A Matter of Principle: Why the Church won’t budge on contraception, and what’s at stake!

By “Democritus”

My purpose in writing this essay is not to rehash all the arguments for or against contraception. What I want to do is to go beyond all the common arguments and to reduce them to the basic moral attitudes upon which lie the positions of the Church and her anti-life opponents. I will not attempt to describe all the principles that are at the heart of these respective positions; I will simply point out the attitudes that summarize these principles.

Broadly speaking, the supporters of contraception appeal to reasons or ends such as: the need to stop “overpopulation”; the “health needs” of sexual partners, be they married or not; and the alleged right of couples to determine the number of their children. Other reasons would include “personal choice”, “bodily autonomy”, “reproductive health,” and even “gender equality”. There is little if any consideration as to whether contraception, of itself, has any moral dimension. (For that matter, there is very little consideration whether the just-mentioned “ends” are actually good, or if they have any other purpose beyond themselves.)

Contraception, then, is seen purely in relation to the above-mentioned ends, and it is seen as good because it makes these “ends” easier to attain. In short, contraception is seen as good basically because it is a supposedly effective means to achieving supposedly good ends.  Whether they realize it or not, the supporters of contraception believe – and, to the extent that they actually use contraceptives, live – according to the dictum “the end justifies any means” Conversely, the defenders of contraception maintain that because the Catholic Church opposes contraception, therefore it also opposes all of the above-mentioned “ends”.

Now, the Church doesn’t exactly share the view that all these ‘ends” are really worthy ends of human behavior, or are even good. However, the Church does share some of the concerns of the defenders of contraception, although the Church does not look upon these concerns in the same way. For example, the Church is not blind to poverty and ignorance. She is not blind to the problems that unwanted pregnancies and irresponsible parenting could bring.

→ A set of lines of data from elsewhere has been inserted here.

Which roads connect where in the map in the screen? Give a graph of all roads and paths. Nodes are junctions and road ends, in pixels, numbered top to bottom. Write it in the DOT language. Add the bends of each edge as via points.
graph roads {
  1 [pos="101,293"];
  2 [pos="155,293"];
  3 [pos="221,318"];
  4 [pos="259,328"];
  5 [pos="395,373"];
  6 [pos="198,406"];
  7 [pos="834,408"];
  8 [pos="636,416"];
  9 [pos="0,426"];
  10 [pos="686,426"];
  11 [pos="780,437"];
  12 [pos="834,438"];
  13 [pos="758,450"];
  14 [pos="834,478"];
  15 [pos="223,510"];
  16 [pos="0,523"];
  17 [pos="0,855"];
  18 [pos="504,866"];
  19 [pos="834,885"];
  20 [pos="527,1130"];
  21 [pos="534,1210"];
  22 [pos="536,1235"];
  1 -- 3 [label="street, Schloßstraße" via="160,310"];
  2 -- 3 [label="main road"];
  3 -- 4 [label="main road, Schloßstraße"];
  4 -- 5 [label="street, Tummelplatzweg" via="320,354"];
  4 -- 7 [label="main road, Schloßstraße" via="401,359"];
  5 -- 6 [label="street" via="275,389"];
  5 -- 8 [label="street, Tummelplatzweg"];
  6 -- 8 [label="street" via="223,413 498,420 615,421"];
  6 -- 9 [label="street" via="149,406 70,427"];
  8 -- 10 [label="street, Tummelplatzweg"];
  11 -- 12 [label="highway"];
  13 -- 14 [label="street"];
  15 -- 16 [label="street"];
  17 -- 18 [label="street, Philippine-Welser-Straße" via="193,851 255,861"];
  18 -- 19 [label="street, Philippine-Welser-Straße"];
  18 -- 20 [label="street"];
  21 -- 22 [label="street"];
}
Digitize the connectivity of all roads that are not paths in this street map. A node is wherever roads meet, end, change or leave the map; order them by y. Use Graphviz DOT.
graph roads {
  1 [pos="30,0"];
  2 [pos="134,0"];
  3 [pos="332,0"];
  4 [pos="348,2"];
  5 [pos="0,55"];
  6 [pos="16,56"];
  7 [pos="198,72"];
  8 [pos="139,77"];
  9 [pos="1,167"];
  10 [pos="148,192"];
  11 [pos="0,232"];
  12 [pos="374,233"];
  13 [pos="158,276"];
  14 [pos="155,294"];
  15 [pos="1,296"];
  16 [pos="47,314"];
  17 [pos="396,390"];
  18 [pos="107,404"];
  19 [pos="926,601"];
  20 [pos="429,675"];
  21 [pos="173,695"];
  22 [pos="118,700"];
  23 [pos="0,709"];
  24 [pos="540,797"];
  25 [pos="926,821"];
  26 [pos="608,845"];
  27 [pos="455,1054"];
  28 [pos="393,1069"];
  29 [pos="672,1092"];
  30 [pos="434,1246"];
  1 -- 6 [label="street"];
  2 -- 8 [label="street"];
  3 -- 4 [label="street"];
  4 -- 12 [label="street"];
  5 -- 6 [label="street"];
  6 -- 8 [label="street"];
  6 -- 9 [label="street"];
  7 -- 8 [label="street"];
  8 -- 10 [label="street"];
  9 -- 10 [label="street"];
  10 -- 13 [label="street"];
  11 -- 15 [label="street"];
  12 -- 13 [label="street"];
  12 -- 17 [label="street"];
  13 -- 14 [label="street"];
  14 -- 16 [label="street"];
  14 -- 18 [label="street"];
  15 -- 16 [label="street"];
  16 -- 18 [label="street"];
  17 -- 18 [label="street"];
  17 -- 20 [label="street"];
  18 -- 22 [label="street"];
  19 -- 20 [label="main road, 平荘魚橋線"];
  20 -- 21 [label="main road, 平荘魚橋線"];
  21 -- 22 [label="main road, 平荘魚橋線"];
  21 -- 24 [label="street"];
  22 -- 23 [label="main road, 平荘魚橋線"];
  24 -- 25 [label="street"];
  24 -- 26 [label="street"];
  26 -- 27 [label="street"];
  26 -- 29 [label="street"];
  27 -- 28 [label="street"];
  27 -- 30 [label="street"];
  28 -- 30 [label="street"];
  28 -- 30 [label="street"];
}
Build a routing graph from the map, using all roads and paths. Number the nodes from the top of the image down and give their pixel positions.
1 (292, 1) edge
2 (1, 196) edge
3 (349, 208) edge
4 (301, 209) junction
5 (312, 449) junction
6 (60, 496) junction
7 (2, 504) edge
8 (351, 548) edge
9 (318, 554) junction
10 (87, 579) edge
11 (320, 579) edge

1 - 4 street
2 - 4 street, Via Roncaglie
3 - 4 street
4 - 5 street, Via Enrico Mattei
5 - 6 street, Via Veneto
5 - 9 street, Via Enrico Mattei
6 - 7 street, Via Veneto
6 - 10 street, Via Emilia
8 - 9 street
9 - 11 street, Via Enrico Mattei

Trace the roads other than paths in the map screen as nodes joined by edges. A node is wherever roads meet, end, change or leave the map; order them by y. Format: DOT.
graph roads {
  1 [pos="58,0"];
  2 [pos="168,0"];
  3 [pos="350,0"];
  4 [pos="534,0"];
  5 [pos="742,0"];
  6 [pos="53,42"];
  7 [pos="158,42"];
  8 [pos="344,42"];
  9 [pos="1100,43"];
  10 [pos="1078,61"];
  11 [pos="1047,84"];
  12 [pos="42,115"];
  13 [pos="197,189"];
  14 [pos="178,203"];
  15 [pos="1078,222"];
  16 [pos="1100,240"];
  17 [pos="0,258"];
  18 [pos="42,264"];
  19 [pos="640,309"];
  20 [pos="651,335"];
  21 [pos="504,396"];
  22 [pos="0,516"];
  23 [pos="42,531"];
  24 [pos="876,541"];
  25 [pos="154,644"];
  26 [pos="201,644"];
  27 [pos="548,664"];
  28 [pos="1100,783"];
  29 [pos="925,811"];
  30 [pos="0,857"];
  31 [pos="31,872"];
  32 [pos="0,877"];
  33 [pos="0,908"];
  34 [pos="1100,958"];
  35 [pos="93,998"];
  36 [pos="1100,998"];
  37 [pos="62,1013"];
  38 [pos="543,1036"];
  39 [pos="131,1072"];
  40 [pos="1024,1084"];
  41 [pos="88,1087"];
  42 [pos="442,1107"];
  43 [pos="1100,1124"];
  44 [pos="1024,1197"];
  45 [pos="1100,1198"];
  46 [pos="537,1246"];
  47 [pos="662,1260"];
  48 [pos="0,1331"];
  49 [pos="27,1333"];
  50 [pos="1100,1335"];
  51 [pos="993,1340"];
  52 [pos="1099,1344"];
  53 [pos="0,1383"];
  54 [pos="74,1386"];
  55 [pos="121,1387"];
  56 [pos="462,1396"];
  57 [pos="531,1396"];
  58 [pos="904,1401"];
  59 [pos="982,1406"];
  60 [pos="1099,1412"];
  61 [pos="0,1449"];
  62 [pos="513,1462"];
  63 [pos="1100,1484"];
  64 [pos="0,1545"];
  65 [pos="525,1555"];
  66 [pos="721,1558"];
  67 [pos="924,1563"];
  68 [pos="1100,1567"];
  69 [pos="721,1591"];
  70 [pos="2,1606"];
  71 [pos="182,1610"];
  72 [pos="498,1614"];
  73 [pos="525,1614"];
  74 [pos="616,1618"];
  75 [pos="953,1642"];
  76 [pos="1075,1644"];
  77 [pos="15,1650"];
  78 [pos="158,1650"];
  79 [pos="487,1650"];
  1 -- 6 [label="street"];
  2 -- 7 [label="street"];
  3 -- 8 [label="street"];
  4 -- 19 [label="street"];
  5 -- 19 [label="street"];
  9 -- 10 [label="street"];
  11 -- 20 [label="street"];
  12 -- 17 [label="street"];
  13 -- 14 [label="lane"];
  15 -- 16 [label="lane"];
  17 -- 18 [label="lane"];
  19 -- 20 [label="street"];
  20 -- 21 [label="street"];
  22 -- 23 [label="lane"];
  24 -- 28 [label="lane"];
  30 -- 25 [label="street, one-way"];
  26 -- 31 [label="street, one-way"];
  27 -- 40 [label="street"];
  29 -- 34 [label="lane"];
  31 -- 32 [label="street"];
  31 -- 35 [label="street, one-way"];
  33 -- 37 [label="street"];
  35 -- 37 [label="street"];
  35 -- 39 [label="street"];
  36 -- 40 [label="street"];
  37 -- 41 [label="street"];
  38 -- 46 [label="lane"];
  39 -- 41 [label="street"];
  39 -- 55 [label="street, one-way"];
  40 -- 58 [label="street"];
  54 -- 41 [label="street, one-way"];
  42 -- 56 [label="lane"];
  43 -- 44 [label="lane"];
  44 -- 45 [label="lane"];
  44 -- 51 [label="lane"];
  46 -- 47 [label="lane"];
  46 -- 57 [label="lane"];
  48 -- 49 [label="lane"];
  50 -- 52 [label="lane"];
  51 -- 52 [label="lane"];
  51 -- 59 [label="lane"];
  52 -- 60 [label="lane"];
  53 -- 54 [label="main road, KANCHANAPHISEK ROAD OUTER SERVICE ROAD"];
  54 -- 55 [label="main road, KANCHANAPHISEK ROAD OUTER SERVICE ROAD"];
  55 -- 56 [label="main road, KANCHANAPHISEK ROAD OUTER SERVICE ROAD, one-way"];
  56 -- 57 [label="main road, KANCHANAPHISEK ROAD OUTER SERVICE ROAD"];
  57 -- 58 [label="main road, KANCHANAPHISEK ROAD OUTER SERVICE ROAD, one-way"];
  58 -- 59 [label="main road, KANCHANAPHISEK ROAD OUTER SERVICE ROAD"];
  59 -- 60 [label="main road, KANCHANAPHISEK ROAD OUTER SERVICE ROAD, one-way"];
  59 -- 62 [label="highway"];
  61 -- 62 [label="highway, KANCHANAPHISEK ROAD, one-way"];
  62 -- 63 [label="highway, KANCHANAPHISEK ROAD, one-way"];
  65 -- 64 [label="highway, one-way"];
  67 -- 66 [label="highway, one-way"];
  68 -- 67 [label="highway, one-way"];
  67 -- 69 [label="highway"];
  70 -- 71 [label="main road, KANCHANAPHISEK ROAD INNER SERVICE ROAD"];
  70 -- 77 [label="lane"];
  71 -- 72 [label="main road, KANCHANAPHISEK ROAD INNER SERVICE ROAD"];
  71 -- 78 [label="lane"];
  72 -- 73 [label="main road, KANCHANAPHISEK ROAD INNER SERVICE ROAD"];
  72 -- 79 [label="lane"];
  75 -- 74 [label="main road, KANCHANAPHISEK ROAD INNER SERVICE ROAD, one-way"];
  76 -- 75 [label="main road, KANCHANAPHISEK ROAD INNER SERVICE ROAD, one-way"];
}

The Church is not indifferent to the complexities that attend the size of certain populations and the consequent unavailability of basic resources for many. In fact, the Church possesses an awareness and understanding of these problems far greater than any of her opponents could ever hope to have, for she has been in the business of understanding, alleviating and even sanctifying human suffering for 2,000 years. Why then does the Church refuse to join the contraceptive bandwagon, opting instead to cling to unpopular moral principles and to teach difficult solutions?